Work item – What is needed is an exact copy of all the records.

*** Opening of Data supplied ***

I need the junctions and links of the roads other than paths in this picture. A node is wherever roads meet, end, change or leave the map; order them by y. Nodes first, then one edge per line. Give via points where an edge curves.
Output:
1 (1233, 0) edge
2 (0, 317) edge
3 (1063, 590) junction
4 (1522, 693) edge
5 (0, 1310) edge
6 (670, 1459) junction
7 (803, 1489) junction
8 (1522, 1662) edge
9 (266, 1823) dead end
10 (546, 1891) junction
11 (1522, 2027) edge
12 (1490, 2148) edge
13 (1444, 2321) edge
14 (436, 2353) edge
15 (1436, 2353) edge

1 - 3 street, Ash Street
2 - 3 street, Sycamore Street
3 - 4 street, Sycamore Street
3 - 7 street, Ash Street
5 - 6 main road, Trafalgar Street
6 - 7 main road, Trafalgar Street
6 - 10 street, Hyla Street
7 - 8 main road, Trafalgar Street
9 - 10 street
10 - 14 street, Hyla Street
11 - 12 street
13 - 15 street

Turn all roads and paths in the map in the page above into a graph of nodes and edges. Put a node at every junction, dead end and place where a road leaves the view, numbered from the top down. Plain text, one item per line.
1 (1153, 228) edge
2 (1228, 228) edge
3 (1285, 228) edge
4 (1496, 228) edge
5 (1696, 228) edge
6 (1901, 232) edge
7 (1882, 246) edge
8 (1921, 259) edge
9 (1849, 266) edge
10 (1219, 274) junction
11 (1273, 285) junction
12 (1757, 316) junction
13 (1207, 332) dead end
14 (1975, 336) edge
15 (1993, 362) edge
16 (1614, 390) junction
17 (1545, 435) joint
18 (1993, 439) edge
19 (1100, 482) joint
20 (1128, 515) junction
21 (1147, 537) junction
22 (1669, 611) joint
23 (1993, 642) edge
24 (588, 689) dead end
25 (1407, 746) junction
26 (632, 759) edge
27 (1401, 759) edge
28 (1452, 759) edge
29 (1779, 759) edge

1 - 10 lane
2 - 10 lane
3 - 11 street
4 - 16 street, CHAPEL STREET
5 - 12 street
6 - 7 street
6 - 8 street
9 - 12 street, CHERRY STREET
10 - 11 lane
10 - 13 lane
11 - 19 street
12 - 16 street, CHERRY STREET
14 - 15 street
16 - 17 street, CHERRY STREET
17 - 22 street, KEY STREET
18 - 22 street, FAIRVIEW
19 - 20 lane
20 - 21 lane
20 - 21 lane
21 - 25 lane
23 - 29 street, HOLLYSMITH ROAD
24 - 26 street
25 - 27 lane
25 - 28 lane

*** Close of Data supplied ***

Answer for this exercise –
I need the junctions and links of the roads other than paths in this picture. A node is wherever roads meet, end, change or leave the map; order them by y. Nodes first, then one edge per line. Give via points where an edge curves.
Output:
1 (1233, 0) edge
2 (0, 317) edge
3 (1063, 590) junction
4 (1522, 693) edge
5 (0, 1310) edge
6 (670, 1459) junction
7 (803, 1489) junction
8 (1522, 1662) edge
9 (266, 1823) dead end
10 (546, 1891) junction
11 (1522, 2027) edge
12 (1490, 2148) edge
13 (1444, 2321) edge
14 (436, 2353) edge
15 (1436, 2353) edge

1 - 3 street, Ash Street
2 - 3 street, Sycamore Street
3 - 4 street, Sycamore Street
3 - 7 street, Ash Street
5 - 6 main road, Trafalgar Street
6 - 7 main road, Trafalgar Street
6 - 10 street, Hyla Street
7 - 8 main road, Trafalgar Street
9 - 10 street
10 - 14 street, Hyla Street
11 - 12 street
13 - 15 street

Turn all roads and paths in the map in the page above into a graph of nodes and edges. Put a node at every junction, dead end and place where a road leaves the view, numbered from the top down. Plain text, one item per line.
1 (1153, 228) edge
2 (1228, 228) edge
3 (1285, 228) edge
4 (1496, 228) edge
5 (1696, 228) edge
6 (1901, 232) edge
7 (1882, 246) edge
8 (1921, 259) edge
9 (1849, 266) edge
10 (1219, 274) junction
11 (1273, 285) junction
12 (1757, 316) junction
13 (1207, 332) dead end
14 (1975, 336) edge
15 (1993, 362) edge
16 (1614, 390) junction
17 (1545, 435) joint
18 (1993, 439) edge
19 (1100, 482) joint
20 (1128, 515) junction
21 (1147, 537) junction
22 (1669, 611) joint
23 (1993, 642) edge
24 (588, 689) dead end
25 (1407, 746) junction
26 (632, 759) edge
27 (1401, 759) edge
28 (1452, 759) edge
29 (1779, 759) edge

1 - 10 lane
2 - 10 lane
3 - 11 street
4 - 16 street, CHAPEL STREET
5 - 12 street
6 - 7 street
6 - 8 street
9 - 12 street, CHERRY STREET
10 - 11 lane
10 - 13 lane
11 - 19 street
12 - 16 street, CHERRY STREET
14 - 15 street
16 - 17 street, CHERRY STREET
17 - 22 street, KEY STREET
18 - 22 street, FAIRVIEW
19 - 20 lane
20 - 21 lane
20 - 21 lane
21 - 25 lane
23 - 29 street, HOLLYSMITH ROAD
24 - 26 street
25 - 27 lane
25 - 28 lane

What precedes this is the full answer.